In my heart of hearts, I've always wanted to be a writer. Yeah, I know I write now (been published, too), but that's academics. And although I am also a published poet, that's a lifestyle of which I never really aspired...too tortured. No, what I always wanted to be was a novelist.
Perhaps it goes back again to Twain. Although my parental units tell me that I liked to “read” at an early age, flipping through books as if soaking up the words via osmosis long before I actually knew how to read, the earliest books I actually remember reading were the children's adaptations/abridgments of classic novels...but I remember being so struck by A Connecticut Yankee in King Arthur's Court (particularly the very gruesome scene where The Boss takes on all of England's knighthood, and soon the knight's corpses are surrounding his castle, their armor brushing against electrified fences) that I begged for the real version of the book...and I became a fan of novels.
I had some early attempts at writing a novel of my own, but they were really fragmentary and had no real concept of plot or character. The early works were horror novels in the making. Now, I'm sure that if you can get away with faceless characters and little plot anywhere, the horror genre is the place to be. However, I couldn't figure out what any of these nascent books were really about (a key factor for even a very young novelist-to-be), and they were all quickly abandoned.
I did have one fairly serious push to become a novelist in me, and that hit when I was in my early years of grad school. It would've been a good one, too. The novel concerned a (with a not too subtle autobiographical slant) a young man who couldn't grow up. This failure to mature was manifest in what I thought was a pretty interesting way. See, the protagonist still had his room festooned with many of his childhood toys and other such decorations from his past. One night, they came alive and, spurred by the efforts of two curmudgeonly gargoyle figures, started an active rebellion/open war against the protagonist.
The opening chapter, when debuted to my grad school creative writing class, got positive feedback. They thought it was lively and fun. They pointed out to me that the toys had more character than the protagonist, but that was a design feature...as the “war” between them progressed and the balance of power shifted, so would the characterization. While the protagonist started out with no character and the toys with tremendous personality, everything would reverse until, when the guy won the war, he would become fairly realized, while the toys would, in defeat, become mere toys.
Everything was going both swell and swimmingly. I busted out a few more chapters. I had real ideas on how to make the novel work. I finished writing chapter four, describing the aftermath of one toy-versus-man battle in the style of Red Dawn (particularly in the style of the Cuban general's letter to his wife) (also, Wolverines!!!!) (sorry for that). I had real hope that I'd actually finish the damn thing this time, and it would be good to boot.

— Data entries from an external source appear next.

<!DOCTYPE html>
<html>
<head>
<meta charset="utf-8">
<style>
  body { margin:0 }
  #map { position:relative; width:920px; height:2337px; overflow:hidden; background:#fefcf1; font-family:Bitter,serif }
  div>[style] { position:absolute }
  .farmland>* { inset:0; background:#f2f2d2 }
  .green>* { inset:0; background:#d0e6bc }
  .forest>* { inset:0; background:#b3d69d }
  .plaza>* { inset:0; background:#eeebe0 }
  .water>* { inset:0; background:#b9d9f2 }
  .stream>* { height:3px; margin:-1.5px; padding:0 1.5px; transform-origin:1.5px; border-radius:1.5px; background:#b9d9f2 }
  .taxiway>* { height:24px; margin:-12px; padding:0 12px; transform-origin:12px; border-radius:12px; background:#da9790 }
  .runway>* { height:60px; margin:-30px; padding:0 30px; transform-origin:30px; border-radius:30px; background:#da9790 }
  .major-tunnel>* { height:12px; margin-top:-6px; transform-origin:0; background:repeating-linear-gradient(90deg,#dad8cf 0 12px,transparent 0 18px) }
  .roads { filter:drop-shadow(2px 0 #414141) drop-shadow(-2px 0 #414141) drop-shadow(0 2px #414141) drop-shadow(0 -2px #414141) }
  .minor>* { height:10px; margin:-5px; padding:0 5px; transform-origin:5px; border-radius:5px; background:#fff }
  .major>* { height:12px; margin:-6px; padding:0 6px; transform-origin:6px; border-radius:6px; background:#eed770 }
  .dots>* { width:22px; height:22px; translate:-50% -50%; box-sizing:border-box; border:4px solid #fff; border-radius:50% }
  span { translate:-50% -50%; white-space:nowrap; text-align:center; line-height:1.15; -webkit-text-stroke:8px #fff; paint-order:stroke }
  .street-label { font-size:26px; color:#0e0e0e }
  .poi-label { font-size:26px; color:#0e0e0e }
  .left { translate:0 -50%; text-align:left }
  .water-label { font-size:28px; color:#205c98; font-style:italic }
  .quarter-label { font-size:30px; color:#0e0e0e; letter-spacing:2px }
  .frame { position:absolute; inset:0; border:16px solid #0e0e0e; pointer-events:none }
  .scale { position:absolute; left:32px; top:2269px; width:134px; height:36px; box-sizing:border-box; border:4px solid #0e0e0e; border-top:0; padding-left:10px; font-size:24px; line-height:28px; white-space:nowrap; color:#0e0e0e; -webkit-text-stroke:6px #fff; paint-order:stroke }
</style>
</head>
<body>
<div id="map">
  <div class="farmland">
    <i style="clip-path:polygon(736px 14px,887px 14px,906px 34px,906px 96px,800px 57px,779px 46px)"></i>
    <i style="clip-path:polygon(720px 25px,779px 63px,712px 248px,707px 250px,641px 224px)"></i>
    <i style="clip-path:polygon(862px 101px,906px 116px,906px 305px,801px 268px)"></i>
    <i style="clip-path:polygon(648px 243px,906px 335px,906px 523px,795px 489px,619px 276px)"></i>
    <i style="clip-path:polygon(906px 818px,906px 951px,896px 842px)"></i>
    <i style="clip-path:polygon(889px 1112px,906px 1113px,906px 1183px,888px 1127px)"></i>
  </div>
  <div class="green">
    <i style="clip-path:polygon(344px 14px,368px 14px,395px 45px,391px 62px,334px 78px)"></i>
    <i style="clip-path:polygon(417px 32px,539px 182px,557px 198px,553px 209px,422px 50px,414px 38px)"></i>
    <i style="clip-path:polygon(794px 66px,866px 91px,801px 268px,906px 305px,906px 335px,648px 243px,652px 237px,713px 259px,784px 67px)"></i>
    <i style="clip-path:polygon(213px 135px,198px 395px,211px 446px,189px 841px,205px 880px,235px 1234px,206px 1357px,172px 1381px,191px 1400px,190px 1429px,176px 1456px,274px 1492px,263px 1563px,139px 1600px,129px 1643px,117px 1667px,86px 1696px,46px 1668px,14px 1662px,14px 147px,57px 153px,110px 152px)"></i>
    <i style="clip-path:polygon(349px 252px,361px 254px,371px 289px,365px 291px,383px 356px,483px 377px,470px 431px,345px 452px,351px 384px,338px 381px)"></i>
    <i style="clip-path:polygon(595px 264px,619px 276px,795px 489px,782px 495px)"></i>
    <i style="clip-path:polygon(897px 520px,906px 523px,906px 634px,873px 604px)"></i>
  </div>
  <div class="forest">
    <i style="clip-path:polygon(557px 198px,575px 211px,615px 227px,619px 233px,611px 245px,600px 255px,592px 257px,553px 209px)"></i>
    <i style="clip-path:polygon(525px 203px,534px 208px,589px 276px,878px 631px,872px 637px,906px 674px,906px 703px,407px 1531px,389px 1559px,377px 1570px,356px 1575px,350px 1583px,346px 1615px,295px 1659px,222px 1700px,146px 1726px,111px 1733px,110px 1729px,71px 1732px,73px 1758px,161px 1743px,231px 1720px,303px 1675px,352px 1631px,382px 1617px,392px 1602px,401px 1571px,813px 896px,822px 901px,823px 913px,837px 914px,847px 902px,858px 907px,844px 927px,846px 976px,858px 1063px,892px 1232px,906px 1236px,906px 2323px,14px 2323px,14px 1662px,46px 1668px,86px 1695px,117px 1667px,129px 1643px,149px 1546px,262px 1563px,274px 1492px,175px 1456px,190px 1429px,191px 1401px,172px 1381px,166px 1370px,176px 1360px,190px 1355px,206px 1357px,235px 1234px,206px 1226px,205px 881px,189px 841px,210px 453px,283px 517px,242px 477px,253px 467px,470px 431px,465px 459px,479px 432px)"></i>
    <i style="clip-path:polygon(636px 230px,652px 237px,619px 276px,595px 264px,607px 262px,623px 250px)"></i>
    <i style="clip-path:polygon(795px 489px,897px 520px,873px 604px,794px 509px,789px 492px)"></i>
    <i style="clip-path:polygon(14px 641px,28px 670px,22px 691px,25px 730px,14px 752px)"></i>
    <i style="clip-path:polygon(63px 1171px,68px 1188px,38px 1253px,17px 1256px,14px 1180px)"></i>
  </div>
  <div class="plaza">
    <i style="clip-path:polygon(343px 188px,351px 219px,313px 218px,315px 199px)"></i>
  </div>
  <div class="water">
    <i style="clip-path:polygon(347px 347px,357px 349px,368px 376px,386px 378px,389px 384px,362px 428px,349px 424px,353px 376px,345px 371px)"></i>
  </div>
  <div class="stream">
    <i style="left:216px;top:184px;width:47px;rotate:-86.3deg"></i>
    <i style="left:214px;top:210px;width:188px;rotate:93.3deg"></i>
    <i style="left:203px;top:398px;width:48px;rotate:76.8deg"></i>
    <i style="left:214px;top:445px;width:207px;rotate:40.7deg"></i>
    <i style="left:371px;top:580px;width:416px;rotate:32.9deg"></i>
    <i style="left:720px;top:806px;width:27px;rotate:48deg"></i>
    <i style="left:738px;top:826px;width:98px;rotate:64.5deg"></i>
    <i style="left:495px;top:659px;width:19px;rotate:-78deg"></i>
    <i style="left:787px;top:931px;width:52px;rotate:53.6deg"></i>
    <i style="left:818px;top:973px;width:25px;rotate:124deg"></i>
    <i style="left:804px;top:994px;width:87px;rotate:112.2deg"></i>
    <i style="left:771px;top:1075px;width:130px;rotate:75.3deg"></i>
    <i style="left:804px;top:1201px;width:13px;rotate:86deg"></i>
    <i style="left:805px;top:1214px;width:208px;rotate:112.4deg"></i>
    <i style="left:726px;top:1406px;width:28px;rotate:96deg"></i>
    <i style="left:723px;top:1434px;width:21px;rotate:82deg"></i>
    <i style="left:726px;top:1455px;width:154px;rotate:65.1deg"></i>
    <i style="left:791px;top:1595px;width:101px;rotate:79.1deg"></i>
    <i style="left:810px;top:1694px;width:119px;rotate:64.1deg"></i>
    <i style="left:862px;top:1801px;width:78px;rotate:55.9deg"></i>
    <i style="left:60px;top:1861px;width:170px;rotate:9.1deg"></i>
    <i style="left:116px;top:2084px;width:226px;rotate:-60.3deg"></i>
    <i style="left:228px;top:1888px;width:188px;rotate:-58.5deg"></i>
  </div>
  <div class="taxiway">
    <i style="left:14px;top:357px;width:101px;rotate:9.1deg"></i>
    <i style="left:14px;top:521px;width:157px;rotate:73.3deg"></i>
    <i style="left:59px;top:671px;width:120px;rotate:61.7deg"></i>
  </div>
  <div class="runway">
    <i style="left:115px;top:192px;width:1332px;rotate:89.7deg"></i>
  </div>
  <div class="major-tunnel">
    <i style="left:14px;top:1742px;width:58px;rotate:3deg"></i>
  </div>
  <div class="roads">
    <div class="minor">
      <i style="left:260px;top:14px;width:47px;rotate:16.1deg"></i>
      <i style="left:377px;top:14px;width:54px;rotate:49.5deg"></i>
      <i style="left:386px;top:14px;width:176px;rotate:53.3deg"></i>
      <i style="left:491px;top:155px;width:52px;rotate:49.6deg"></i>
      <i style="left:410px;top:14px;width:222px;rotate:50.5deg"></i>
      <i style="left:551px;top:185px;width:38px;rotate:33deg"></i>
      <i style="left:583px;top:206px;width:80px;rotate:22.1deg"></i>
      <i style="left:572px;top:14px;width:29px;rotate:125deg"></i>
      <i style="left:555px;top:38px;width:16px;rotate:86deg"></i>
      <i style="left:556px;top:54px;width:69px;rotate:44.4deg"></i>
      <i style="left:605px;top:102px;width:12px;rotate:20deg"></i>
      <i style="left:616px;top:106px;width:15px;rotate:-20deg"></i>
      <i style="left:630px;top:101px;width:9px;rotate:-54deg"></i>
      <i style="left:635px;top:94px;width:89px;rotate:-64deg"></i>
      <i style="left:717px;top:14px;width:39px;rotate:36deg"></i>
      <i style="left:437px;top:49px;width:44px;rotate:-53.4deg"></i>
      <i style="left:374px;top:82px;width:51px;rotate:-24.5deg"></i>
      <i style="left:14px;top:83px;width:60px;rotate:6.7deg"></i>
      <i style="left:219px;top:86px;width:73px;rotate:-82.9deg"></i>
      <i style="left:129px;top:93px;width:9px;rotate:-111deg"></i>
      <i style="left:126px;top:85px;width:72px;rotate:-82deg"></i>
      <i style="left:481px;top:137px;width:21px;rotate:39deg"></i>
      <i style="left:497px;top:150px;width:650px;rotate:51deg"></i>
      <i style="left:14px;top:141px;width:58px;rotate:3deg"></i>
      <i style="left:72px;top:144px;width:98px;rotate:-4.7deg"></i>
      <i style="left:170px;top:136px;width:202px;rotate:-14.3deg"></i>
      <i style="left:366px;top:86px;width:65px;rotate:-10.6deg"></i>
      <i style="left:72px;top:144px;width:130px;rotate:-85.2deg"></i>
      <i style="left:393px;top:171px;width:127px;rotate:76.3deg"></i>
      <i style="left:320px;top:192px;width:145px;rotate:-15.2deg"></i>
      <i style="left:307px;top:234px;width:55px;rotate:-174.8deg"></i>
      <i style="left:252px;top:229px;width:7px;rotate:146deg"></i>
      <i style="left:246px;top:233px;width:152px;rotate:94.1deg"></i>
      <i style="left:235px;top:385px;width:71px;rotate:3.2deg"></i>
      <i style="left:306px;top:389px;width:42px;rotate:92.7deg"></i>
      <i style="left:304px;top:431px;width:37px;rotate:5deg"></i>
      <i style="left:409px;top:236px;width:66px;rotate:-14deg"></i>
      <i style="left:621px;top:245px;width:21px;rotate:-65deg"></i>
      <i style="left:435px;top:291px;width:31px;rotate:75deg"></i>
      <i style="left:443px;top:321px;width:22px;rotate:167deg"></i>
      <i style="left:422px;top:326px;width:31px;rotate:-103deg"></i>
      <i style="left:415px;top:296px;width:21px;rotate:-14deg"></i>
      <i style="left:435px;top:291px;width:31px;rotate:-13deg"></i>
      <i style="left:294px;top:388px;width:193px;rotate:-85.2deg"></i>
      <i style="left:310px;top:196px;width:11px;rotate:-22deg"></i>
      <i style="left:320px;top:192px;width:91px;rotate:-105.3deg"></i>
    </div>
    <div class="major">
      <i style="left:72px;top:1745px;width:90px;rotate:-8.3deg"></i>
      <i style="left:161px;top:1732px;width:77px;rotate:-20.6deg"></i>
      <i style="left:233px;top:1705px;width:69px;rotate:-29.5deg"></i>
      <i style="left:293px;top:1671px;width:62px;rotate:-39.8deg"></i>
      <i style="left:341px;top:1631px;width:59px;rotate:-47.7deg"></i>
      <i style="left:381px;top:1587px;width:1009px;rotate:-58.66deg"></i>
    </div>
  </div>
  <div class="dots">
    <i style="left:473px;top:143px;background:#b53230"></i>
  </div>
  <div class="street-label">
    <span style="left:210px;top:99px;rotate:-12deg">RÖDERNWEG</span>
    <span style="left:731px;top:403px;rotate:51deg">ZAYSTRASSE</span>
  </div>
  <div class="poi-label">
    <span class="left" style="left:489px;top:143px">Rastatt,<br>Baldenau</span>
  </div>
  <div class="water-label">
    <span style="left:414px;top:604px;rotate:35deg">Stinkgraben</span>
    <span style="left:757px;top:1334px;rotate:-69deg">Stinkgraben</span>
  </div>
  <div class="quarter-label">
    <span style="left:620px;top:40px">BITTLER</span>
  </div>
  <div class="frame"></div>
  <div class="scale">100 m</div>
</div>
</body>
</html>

Then one of my colleagues from the creative writing class asked me if I had heard of this new movie Toy Story. When they described the plot to me, my jaw dropped. Then I saw it. Granted, they were doing a very different story than I, but still, there were enough similarities between the two where everyone to whom I described my novel would ask, “have you seen Toy Story?”
So I gave up the novel. It's just as well, because even if the original Toy Story wasn't all that close in its specifics to my tale, the sequel (particularly in Jessie's flashback) came frightfully close. The rest of my academic life was also intruding, and I realized that, in between full time grad work and three different part time jobs, I just didn't have time to write anyway. And when I later found out that the movie was the product of such writers as Joss Whedon and Joel Coen, I realized that I could've never competed anyway. You see, my ego does actually know some bounds!
Flash forward to today. I've never written a complete novel to this point in my life. However, I do have yet another novel idea bouncing around my skull all summer. It would be a cool one, too, the story of an aspiring rock musician, colored with all sorts of anecdotes from my own playing experiences (and from my musician friends, who might recognize whole periods of their lives in the narrative). I could make it work. But I also have way too much academic writing left to do, and the very real timeline of this upcoming season being my last shot on the market (for at least a few years, but maybe forever) is lighting a fire under me...so this novel too goes into the ever-increasing “I don't have the time” file.
And what opens tomorrow? Toy Story 3. I guess it's time to see how much of my planned toy rebellion novel makes the screen this time.